# Using EMI-RNN on the HAR Dataset

This is a very simple example of how the existing EMI-RNN implementation can be used on the HAR dataset. We illustrate how to train a model that predicts on 48 step sequence in place of the 128 length baselines while attempting to predict early. For more advanced use cases which involves more sophisticated computation graphs or loss functions, please refer to the doc strings provided with the released code.

In the preprint of our work, we use the terms *bag* and *instance* to refer to the LSTM input sequence of original length and the shorter ones we want to learn to predict on, respectively. In the code though, *bag* is replaced with *instance* and *instance* is replaced with *sub-instance*. We will use the term *instance* and *sub-instance* interchangeably.

The network used here is a simple LSTM + Linear classifier network. 

The UCI [Human Activity Recognition](https://archive.ics.uci.edu/ml/datasets/human+activity+recognition+using+smartphones) dataset.

In [1]:
import os
import sys
import tensorflow as tf
import numpy as np
# Making sure edgeml is part of python path
sys.path.insert(0, '../../')
os.environ['CUDA_VISIBLE_DEVICES'] ='0'

# MI-RNN and EMI-RNN imports
from edgeml.graph.rnn import EMI_DataPipeline
from edgeml.graph.rnn import EMI_BasicLSTM
from edgeml.trainer.emirnnTrainer import EMI_Trainer, EMI_Driver
import edgeml.utils

Let us set up some network parameters for the computation graph.

In [2]:
# Network parameters for our LSTM + FC Layer
NUM_HIDDEN = 32
NUM_TIMESTEPS = 48
NUM_FEATS = 9
FORGET_BIAS = 1.0
NUM_OUTPUT = 6
USE_DROPOUT = True
KEEP_PROB = 0.75

# For dataset API
PREFETCH_NUM = 5
BATCH_SIZE = 32

# Number of epochs in *one iteration*
NUM_EPOCHS = 3
# Number of iterations in *one round*. After each iteration,
# the model is dumped to disk.
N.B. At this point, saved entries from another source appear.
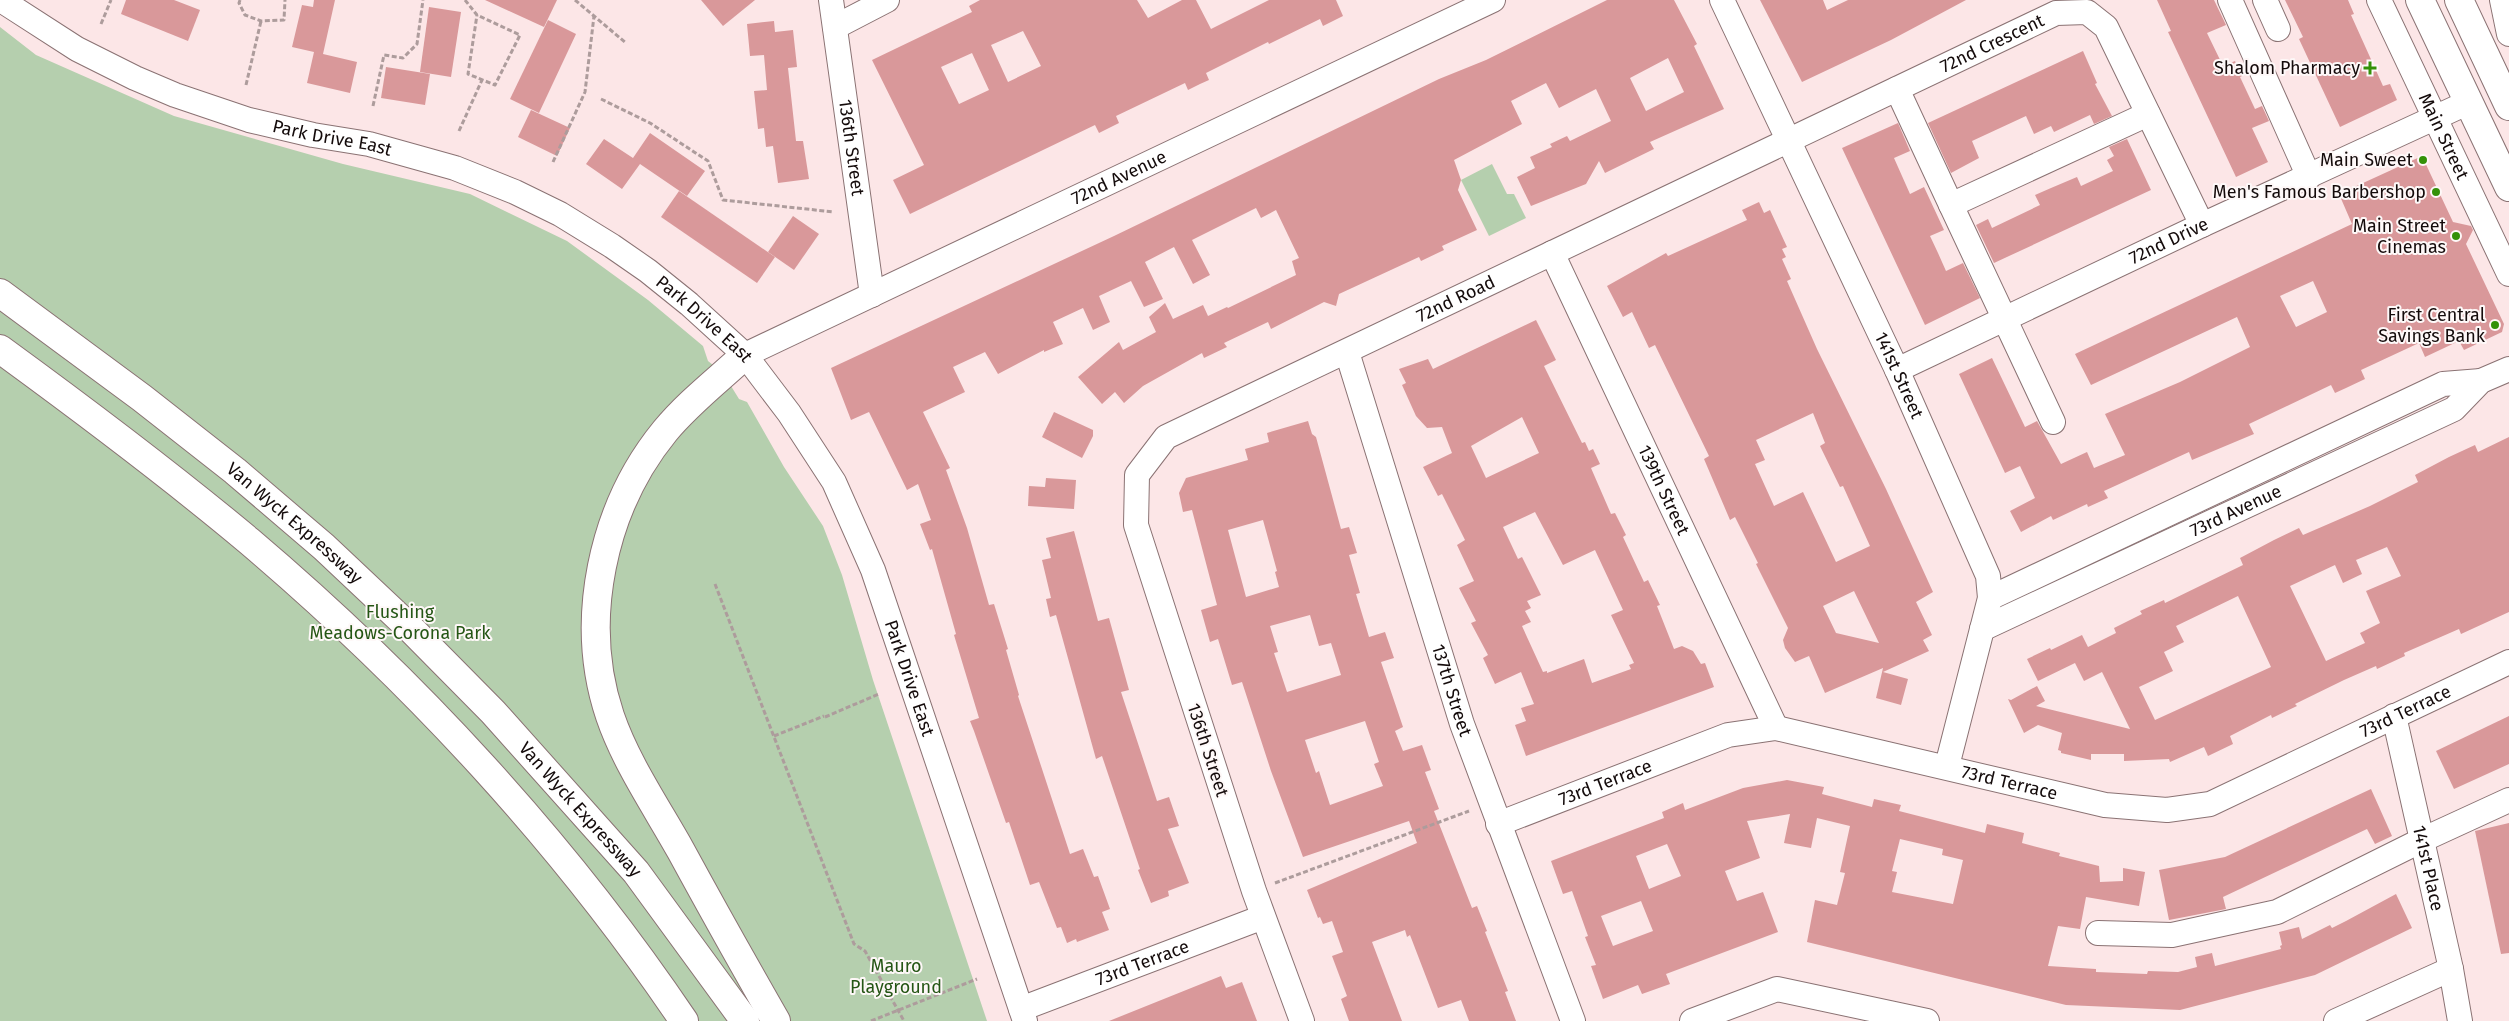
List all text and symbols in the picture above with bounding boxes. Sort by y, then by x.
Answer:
street label: 72nd Crescent [1937,9,2048,78]
place label: Shalom Pharmacy [2214,57,2360,79]
marker: Shalom Pharmacy [2364,62,2376,74]
street label: Main Street [2414,90,2474,184]
street label: 136th Street [834,98,869,198]
street label: Park Drive East [270,115,395,161]
street label: 72nd Avenue [1068,146,1170,209]
place label: Main Sweet [2320,149,2413,171]
marker: Main Sweet [2417,154,2429,166]
place label: Men's Famous Barbershop [2213,181,2426,203]
marker: Men's Famous Barbershop [2430,186,2442,198]
street label: 72nd Drive [2126,213,2212,269]
place label: Main Street Cinemas [2353,215,2446,258]
marker: Main Street Cinemas [2450,230,2462,242]
street label: Park Drive East [651,271,758,367]
street label: 72nd Road [1413,271,1499,327]
place label: First Central Savings Bank [2378,304,2486,347]
marker: First Central Savings Bank [2489,319,2501,331]
street label: 141st Street [1870,329,1928,423]
street label: 139th Street [1633,442,1695,539]
street label: Van Wyck Expressway [222,458,367,589]
street label: 73rd Avenue [2186,480,2285,541]
park label: Flushing Meadows-Corona Park [310,601,491,644]
street label: Park Drive East [880,617,939,739]
street label: 137th Street [1427,641,1477,740]
street label: 73rd Terrace [2356,680,2454,742]
street label: 136th Street [1183,700,1234,800]
street label: Van Wyck Expressway [514,738,646,882]
street label: 73rd Terrace [1556,755,1655,810]
street label: 73rd Terrace [1959,761,2060,805]
street label: 141st Place [2408,823,2449,913]
street label: 73rd Terrace [1093,935,1192,991]
park label: Mauro Playground [850,955,942,998]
At the end of the current
# round, the best model among all the dumped models in the
# current round is picked up..
NUM_ITER = 2
# A round consists of multiple training iterations and a belief
# update step using the best model from all of these iterations
NUM_ROUNDS = 5

# A staging direcory to store models
MODEL_PREFIX = '/tmp/model-lstm'

# Loading Data

Please make sure the data is preprocessed to a format that is compatible with EMI-RNN. `tf/examples/EMI-RNN/fetch_har.py` can be used to download and setup the HAR dataset.


In [3]:
# Loading the data
x_train, y_train = np.load('./HAR/48_16/x_train.npy'), np.load('./HAR/48_16/y_train.npy')
x_test, y_test = np.load('./HAR/48_16/x_test.npy'), np.load('./HAR/48_16/y_test.npy')
x_val, y_val = np.load('./HAR/48_16/x_val.npy'), np.load('./HAR/48_16/y_val.npy')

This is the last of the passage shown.